I'm much more pessimistic than you are. I've never believed that Trump has much in the way of concrete objectives, and even less appreciation for how to use the government bureaucracy to accomplish things. He does seem to be recruiting some people with objectives, but most of them have little or no experience in working in large organizations. He may do less damage than Harris would have done, but I don't expect much in the way of achievements.
A laudatory change would be that no one in the executive branch has job protection of any kind- when the President changes he or she has the power to replace every single member that works for the executive branch.

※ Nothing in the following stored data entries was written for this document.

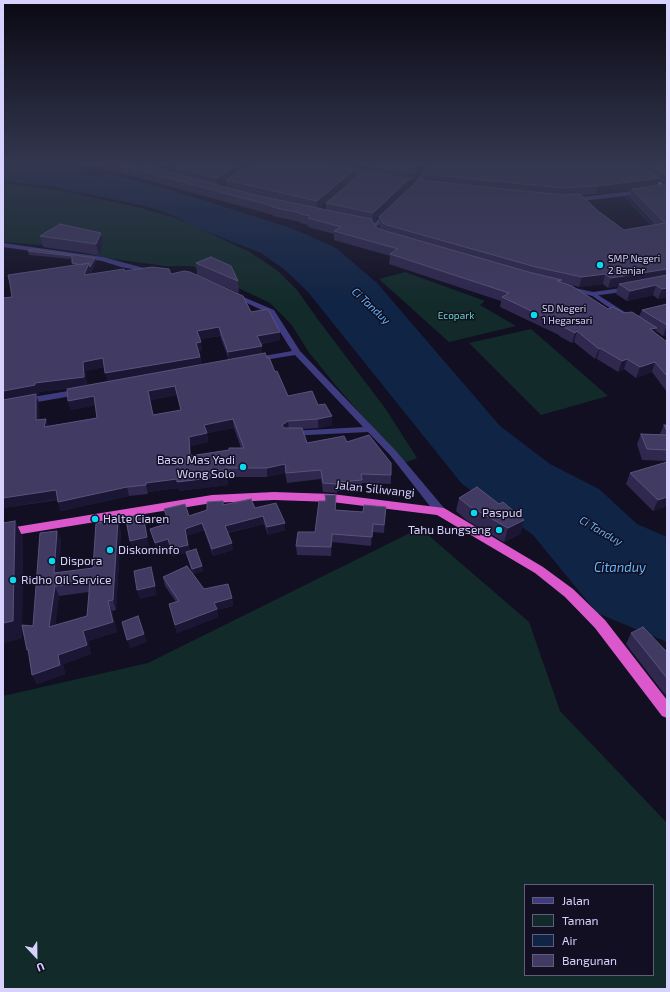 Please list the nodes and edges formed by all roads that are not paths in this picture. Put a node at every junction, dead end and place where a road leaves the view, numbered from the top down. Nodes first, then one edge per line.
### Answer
1 (391, 210) edge
2 (379, 234) edge
3 (3, 245) edge
4 (162, 273) edge
5 (563, 287) edge
6 (639, 287) edge
7 (226, 290) edge
8 (594, 294) junction
9 (635, 321) edge
10 (297, 352) junction
11 (242, 362) edge
12 (88, 390) edge
13 (3, 405) edge
14 (371, 429) junction
15 (288, 434) edge
16 (440, 511) junction
17 (3, 533) edge
18 (667, 711) edge

1 - 2 street
3 - 4 street
5 - 8 street
6 - 8 street
7 - 10 street
8 - 9 street
10 - 11 street
10 - 14 street
12 - 13 street
14 - 15 street
14 - 16 street
16 - 17 highway, Jalan Siliwangi
16 - 18 highway, Jalan Siliwangi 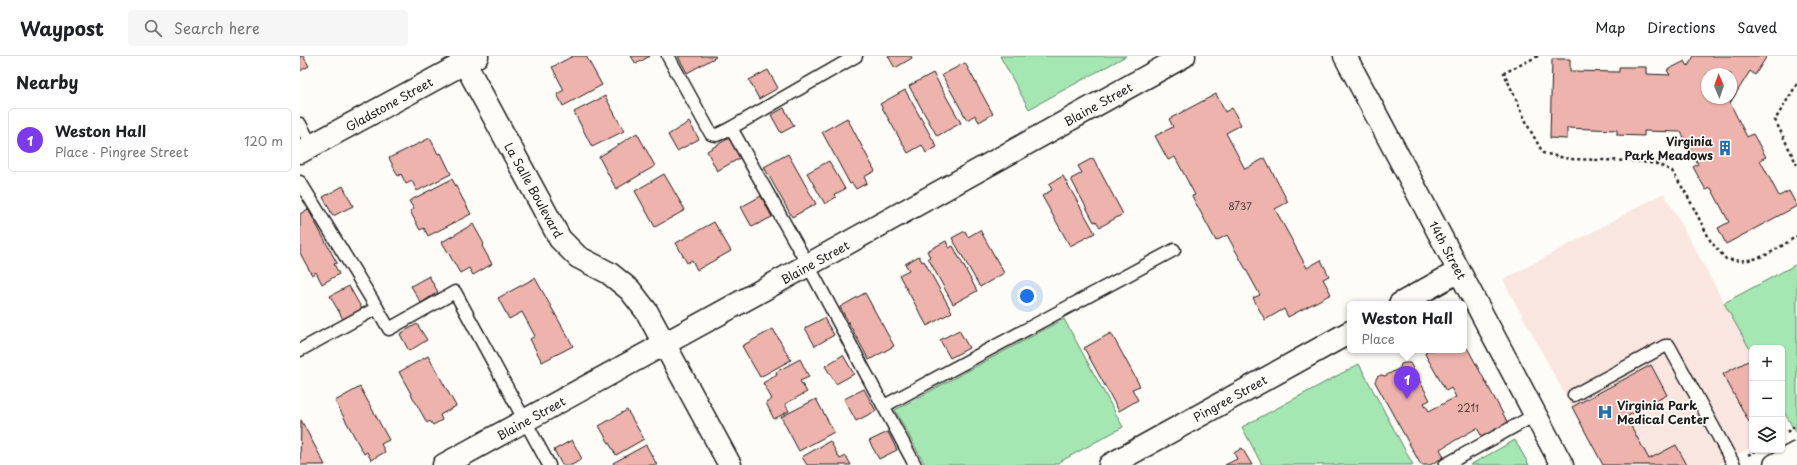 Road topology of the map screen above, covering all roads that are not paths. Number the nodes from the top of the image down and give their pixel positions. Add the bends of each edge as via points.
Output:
1 (668, 56) edge
2 (856, 56) edge
3 (1184, 56) edge
4 (1345, 56) edge
5 (468, 58) edge
6 (300, 124) edge
7 (731, 128) junction
8 (306, 149) edge
9 (300, 182) edge
10 (1174, 250) dead end
11 (808, 265) junction
12 (1459, 271) junction
13 (1405, 301) edge
14 (377, 308) junction
15 (1347, 334) edge
16 (664, 344) junction
17 (300, 350) edge
18 (1574, 395) dead end
19 (884, 406) junction
20 (1535, 415) junction
21 (525, 421) junction
22 (1797, 453) edge
23 (444, 465) edge
24 (549, 465) edge
25 (730, 465) edge
26 (915, 465) edge
27 (1110, 465) edge
28 (1445, 465) edge
29 (1562, 465) edge
30 (1734, 465) edge
31 (1775, 465) edge

1 - 7 lane via 711,134 717,135
2 - 7 lane
3 - 11 street, Blaine Street
4 - 12 street, 14th Street
5 - 8 street, Gladstone Street
5 - 16 street, La Salle Boulevard via 560,239 578,257 609,273 630,290 647,312
6 - 8 lane
7 - 11 lane
9 - 14 lane
10 - 19 lane
11 - 16 street, Blaine Street
11 - 19 lane
12 - 13 street
12 - 20 street, 14th Street
14 - 17 lane
14 - 21 lane via 389,329 455,292
15 - 27 street, Pingree Street
16 - 21 street, Blaine Street
16 - 25 street, La Salle Boulevard
18 - 30 lane via 1669,346
19 - 26 lane
20 - 28 lane
20 - 29 street, 14th Street
21 - 23 street, Blaine Street
21 - 24 lane
22 - 31 street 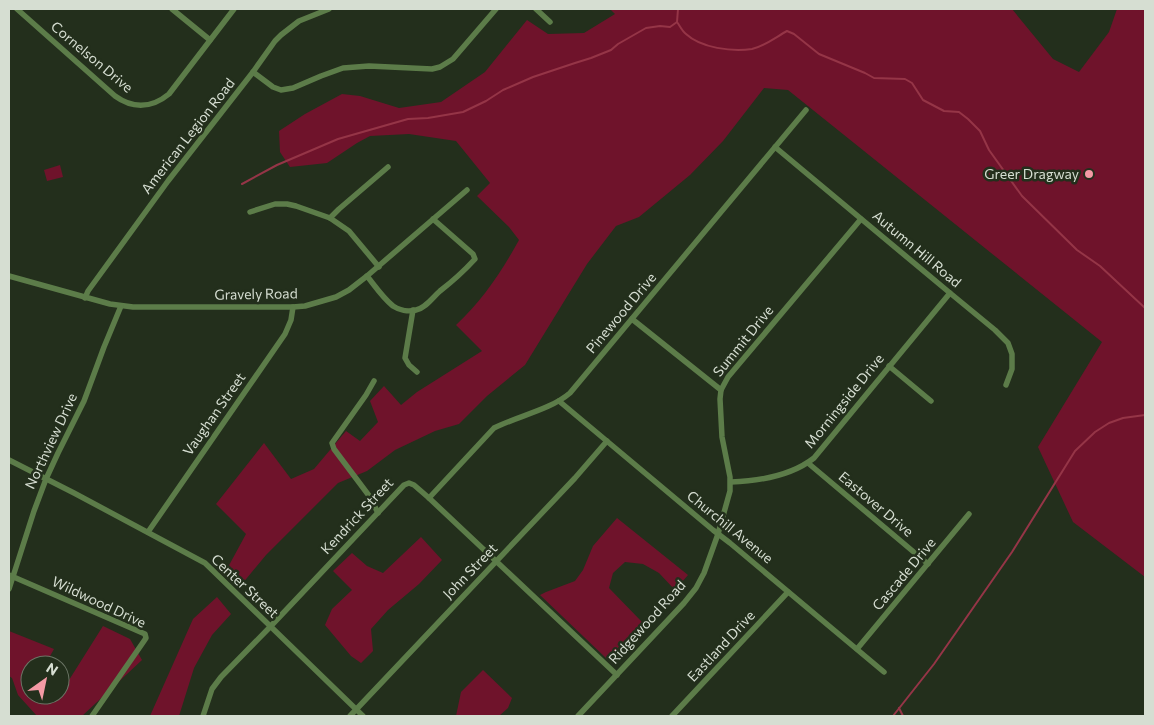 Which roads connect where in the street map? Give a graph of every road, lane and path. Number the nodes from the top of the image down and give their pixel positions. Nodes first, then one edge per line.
1 (17, 9) edge
2 (172, 9) edge
3 (234, 9) edge
4 (328, 9) edge
5 (496, 9) edge
6 (536, 9) edge
7 (550, 22) dead end
8 (210, 40) junction
9 (253, 72) junction
10 (806, 110) dead end
11 (775, 147) junction
12 (388, 167) dead end
13 (467, 190) dead end
14 (250, 212) dead end
15 (330, 218) junction
16 (433, 218) junction
17 (861, 219) junction
18 (379, 266) junction
19 (9, 276) edge
20 (367, 276) junction
21 (950, 293) junction
22 (85, 298) junction
23 (121, 306) junction
24 (293, 307) junction
25 (414, 310) junction
26 (632, 319) junction
27 (889, 366) junction
28 (417, 372) dead end
29 (374, 381) dead end
30 (1006, 384) dead end
31 (721, 390) junction
32 (931, 401) dead end
33 (559, 402) junction
34 (607, 441) junction
35 (9, 460) edge
36 (808, 463) junction
37 (46, 479) junction
38 (731, 482) junction
39 (429, 498) junction
40 (378, 513) junction
41 (969, 514) dead end
42 (148, 532) junction
43 (718, 534) junction
44 (497, 562) junction
45 (928, 564) junction
46 (11, 576) edge
47 (9, 588) edge
48 (788, 592) junction
49 (270, 627) junction
50 (857, 649) junction
51 (884, 672) dead end
52 (617, 674) junction
53 (356, 710) junction
54 (92, 716) edge
55 (202, 716) edge
56 (350, 716) edge
57 (363, 716) edge
58 (578, 716) edge
59 (672, 716) edge

1 - 8 street, Cornelson Drive
2 - 8 street
3 - 8 street, Cornelson Drive
4 - 9 street, American Legion Road
5 - 9 street
6 - 7 street
9 - 22 street, American Legion Road
10 - 11 street, Pinewood Drive
11 - 17 street, Autumn Hill Road
11 - 26 street, Pinewood Drive
12 - 15 street
13 - 16 street, Gravely Road
14 - 15 street
15 - 18 street
16 - 18 street, Gravely Road
16 - 25 street
17 - 21 street, Autumn Hill Road
17 - 31 street, Summit Drive
18 - 20 street, Gravely Road
19 - 22 street, Gravely Road
20 - 24 street, Gravely Road
20 - 25 street
21 - 27 street, Morningside Drive
21 - 30 street, Autumn Hill Road
22 - 23 street, Gravely Road
23 - 24 street, Gravely Road
23 - 37 street, Northview Drive
24 - 42 street, Vaughan Street
25 - 28 street
26 - 31 street
26 - 33 street, Pinewood Drive
27 - 32 street
27 - 36 street, Morningside Drive
29 - 40 street
31 - 38 street, Summit Drive
33 - 34 street, Churchill Avenue
33 - 39 street, Pinewood Drive
34 - 43 street, Churchill Avenue
34 - 44 street, John Street
35 - 37 street, Center Street
36 - 38 street, Morningside Drive
36 - 45 street, Eastover Drive
37 - 42 street, Center Street
37 - 46 street, Northview Drive
38 - 43 street, Summit Drive
39 - 40 street, Kendrick Street
39 - 44 street, Kendrick Street
40 - 49 street, Kendrick Street
41 - 45 street, Cascade Drive
42 - 49 street, Center Street
43 - 48 street, Churchill Avenue
43 - 52 street, Ridgewood Road
44 - 52 street, Kendrick Street
44 - 53 street, John Street
45 - 50 street, Cascade Drive
46 - 47 street, Northview Drive
46 - 54 street, Wildwood Drive
48 - 50 street, Churchill Avenue
48 - 59 street, Eastland Drive
49 - 53 street, Center Street
49 - 55 street, Kendrick Street
50 - 51 street, Churchill Avenue
52 - 58 street, Ridgewood Road
53 - 56 street, John Street
53 - 57 street, Center Street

Remember, there was a reason for creation of the civil service - all government jobs were filled by partisans, giving them out to their friends and family. This was not only policy makers and implementers - there weren't very many policies to make or implement through the federal bureaucracy. It included ladies sweeping the floors, men delivering the mail, collectors of taxes, etc. A much bigger problem at the state and municipal level, where it included police, building inspectors, road construction, you name it.
I've often wondered how differently things would have turned out if the civil service had never been invented. I don't think things would be any worse as far as the deep state goes, but would they be any better? It would probably be just a different kind of untameable swamp.
Whenever I see “liberalism” bandied about, I think of the Stanford encyclopedia of philosophy entry: https://plato.stanford.edu/entries/liberalism/#ClaLib and wonder. But then great minds like Furedi, Rufo, and Lyons pull me back to reality. Pragmatically, they seem to be asking the same question, “how?” Or as the early Russian radicals might have phrased it “What is to be done?”
Furedi gets to the root of the matter:
“It is important to understand that the politicisation of the Courts violates a founding principle of democracy – liberal democracy, social democracy, Christian democracy are founded upon the principal that law and politics must be kept as far from each other as possible. What we have today is not simply the case of a traditional judicial over-reach but a situation where the rule of law is systematically deployed to serve political end.” The new administration will be in an all out war with the lawfarists. And the lawfarists are well supplied with ambiguous statutory ammunition to delay and thwart any attempt at progress.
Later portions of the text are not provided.